▶ Your objective: In your copy, repeat the records exactly and leave out the pictures.

Source data:
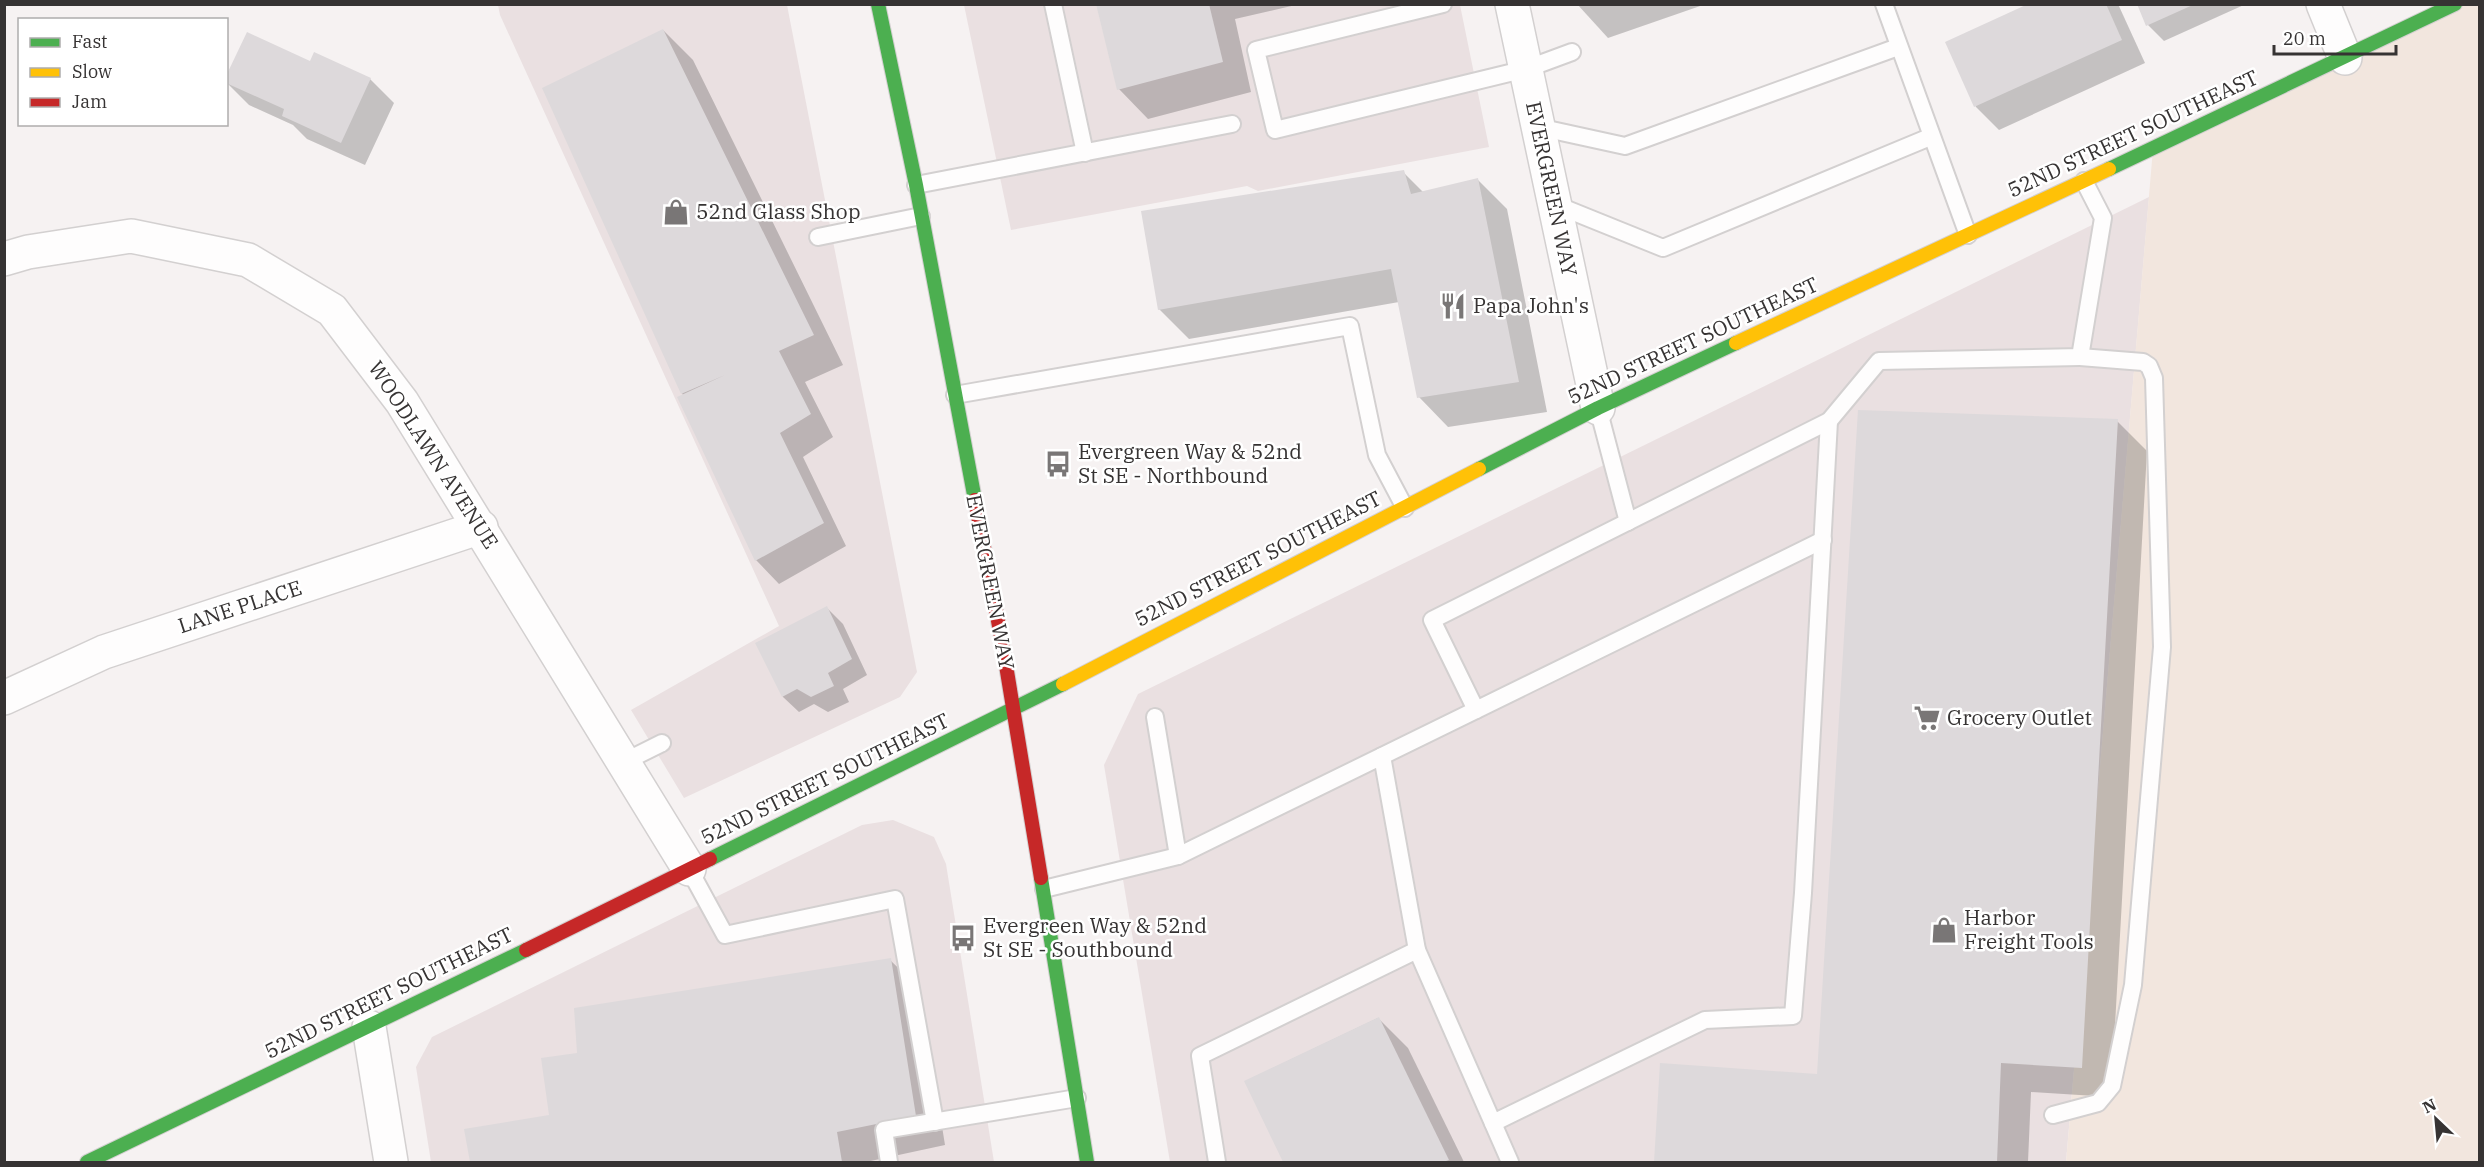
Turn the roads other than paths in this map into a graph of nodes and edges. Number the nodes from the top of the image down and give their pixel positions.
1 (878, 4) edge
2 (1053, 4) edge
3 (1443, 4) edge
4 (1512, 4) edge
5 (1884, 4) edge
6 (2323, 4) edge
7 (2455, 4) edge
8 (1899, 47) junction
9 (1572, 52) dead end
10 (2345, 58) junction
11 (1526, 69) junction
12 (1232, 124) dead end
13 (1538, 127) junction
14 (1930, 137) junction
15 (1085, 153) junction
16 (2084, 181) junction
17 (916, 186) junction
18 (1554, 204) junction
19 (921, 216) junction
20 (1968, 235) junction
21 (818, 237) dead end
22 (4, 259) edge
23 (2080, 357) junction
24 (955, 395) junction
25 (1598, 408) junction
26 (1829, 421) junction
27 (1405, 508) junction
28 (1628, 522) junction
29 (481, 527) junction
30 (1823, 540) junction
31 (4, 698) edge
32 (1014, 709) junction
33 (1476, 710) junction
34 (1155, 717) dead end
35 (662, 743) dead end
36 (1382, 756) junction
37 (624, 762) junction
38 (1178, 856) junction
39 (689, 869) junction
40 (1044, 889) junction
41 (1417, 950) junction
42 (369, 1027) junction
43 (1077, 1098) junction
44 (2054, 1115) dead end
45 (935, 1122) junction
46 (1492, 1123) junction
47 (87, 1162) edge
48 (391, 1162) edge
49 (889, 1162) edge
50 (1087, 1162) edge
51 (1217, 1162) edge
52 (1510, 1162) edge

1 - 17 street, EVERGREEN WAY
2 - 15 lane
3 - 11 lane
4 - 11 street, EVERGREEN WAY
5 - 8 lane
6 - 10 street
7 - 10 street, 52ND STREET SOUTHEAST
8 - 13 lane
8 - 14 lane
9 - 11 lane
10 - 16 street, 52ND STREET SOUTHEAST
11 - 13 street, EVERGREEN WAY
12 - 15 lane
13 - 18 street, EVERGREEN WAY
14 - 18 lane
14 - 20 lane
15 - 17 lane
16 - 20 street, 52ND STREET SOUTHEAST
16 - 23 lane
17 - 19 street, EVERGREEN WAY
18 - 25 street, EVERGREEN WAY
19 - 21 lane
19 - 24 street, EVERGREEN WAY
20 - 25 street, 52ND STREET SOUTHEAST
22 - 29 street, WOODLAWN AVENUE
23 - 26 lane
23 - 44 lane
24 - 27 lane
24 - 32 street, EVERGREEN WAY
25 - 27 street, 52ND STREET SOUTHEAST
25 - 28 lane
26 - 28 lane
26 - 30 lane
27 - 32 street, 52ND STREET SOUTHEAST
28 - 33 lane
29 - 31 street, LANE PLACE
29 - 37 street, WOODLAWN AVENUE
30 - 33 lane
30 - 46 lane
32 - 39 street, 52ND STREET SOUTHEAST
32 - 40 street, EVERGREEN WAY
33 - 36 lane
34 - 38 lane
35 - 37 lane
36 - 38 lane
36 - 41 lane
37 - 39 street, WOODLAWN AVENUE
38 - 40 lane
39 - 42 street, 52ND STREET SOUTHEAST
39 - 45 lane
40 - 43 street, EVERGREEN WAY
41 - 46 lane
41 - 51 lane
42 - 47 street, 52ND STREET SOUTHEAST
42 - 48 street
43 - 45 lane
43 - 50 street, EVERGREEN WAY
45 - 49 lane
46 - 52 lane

▶ Task solution:
Turn the roads other than paths in this map into a graph of nodes and edges. Number the nodes from the top of the image down and give their pixel positions.
1 (878, 4) edge
2 (1053, 4) edge
3 (1443, 4) edge
4 (1512, 4) edge
5 (1884, 4) edge
6 (2323, 4) edge
7 (2455, 4) edge
8 (1899, 47) junction
9 (1572, 52) dead end
10 (2345, 58) junction
11 (1526, 69) junction
12 (1232, 124) dead end
13 (1538, 127) junction
14 (1930, 137) junction
15 (1085, 153) junction
16 (2084, 181) junction
17 (916, 186) junction
18 (1554, 204) junction
19 (921, 216) junction
20 (1968, 235) junction
21 (818, 237) dead end
22 (4, 259) edge
23 (2080, 357) junction
24 (955, 395) junction
25 (1598, 408) junction
26 (1829, 421) junction
27 (1405, 508) junction
28 (1628, 522) junction
29 (481, 527) junction
30 (1823, 540) junction
31 (4, 698) edge
32 (1014, 709) junction
33 (1476, 710) junction
34 (1155, 717) dead end
35 (662, 743) dead end
36 (1382, 756) junction
37 (624, 762) junction
38 (1178, 856) junction
39 (689, 869) junction
40 (1044, 889) junction
41 (1417, 950) junction
42 (369, 1027) junction
43 (1077, 1098) junction
44 (2054, 1115) dead end
45 (935, 1122) junction
46 (1492, 1123) junction
47 (87, 1162) edge
48 (391, 1162) edge
49 (889, 1162) edge
50 (1087, 1162) edge
51 (1217, 1162) edge
52 (1510, 1162) edge

1 - 17 street, EVERGREEN WAY
2 - 15 lane
3 - 11 lane
4 - 11 street, EVERGREEN WAY
5 - 8 lane
6 - 10 street
7 - 10 street, 52ND STREET SOUTHEAST
8 - 13 lane
8 - 14 lane
9 - 11 lane
10 - 16 street, 52ND STREET SOUTHEAST
11 - 13 street, EVERGREEN WAY
12 - 15 lane
13 - 18 street, EVERGREEN WAY
14 - 18 lane
14 - 20 lane
15 - 17 lane
16 - 20 street, 52ND STREET SOUTHEAST
16 - 23 lane
17 - 19 street, EVERGREEN WAY
18 - 25 street, EVERGREEN WAY
19 - 21 lane
19 - 24 street, EVERGREEN WAY
20 - 25 street, 52ND STREET SOUTHEAST
22 - 29 street, WOODLAWN AVENUE
23 - 26 lane
23 - 44 lane
24 - 27 lane
24 - 32 street, EVERGREEN WAY
25 - 27 street, 52ND STREET SOUTHEAST
25 - 28 lane
26 - 28 lane
26 - 30 lane
27 - 32 street, 52ND STREET SOUTHEAST
28 - 33 lane
29 - 31 street, LANE PLACE
29 - 37 street, WOODLAWN AVENUE
30 - 33 lane
30 - 46 lane
32 - 39 street, 52ND STREET SOUTHEAST
32 - 40 street, EVERGREEN WAY
33 - 36 lane
34 - 38 lane
35 - 37 lane
36 - 38 lane
36 - 41 lane
37 - 39 street, WOODLAWN AVENUE
38 - 40 lane
39 - 42 street, 52ND STREET SOUTHEAST
39 - 45 lane
40 - 43 street, EVERGREEN WAY
41 - 46 lane
41 - 51 lane
42 - 47 street, 52ND STREET SOUTHEAST
42 - 48 street
43 - 45 lane
43 - 50 street, EVERGREEN WAY
45 - 49 lane
46 - 52 lane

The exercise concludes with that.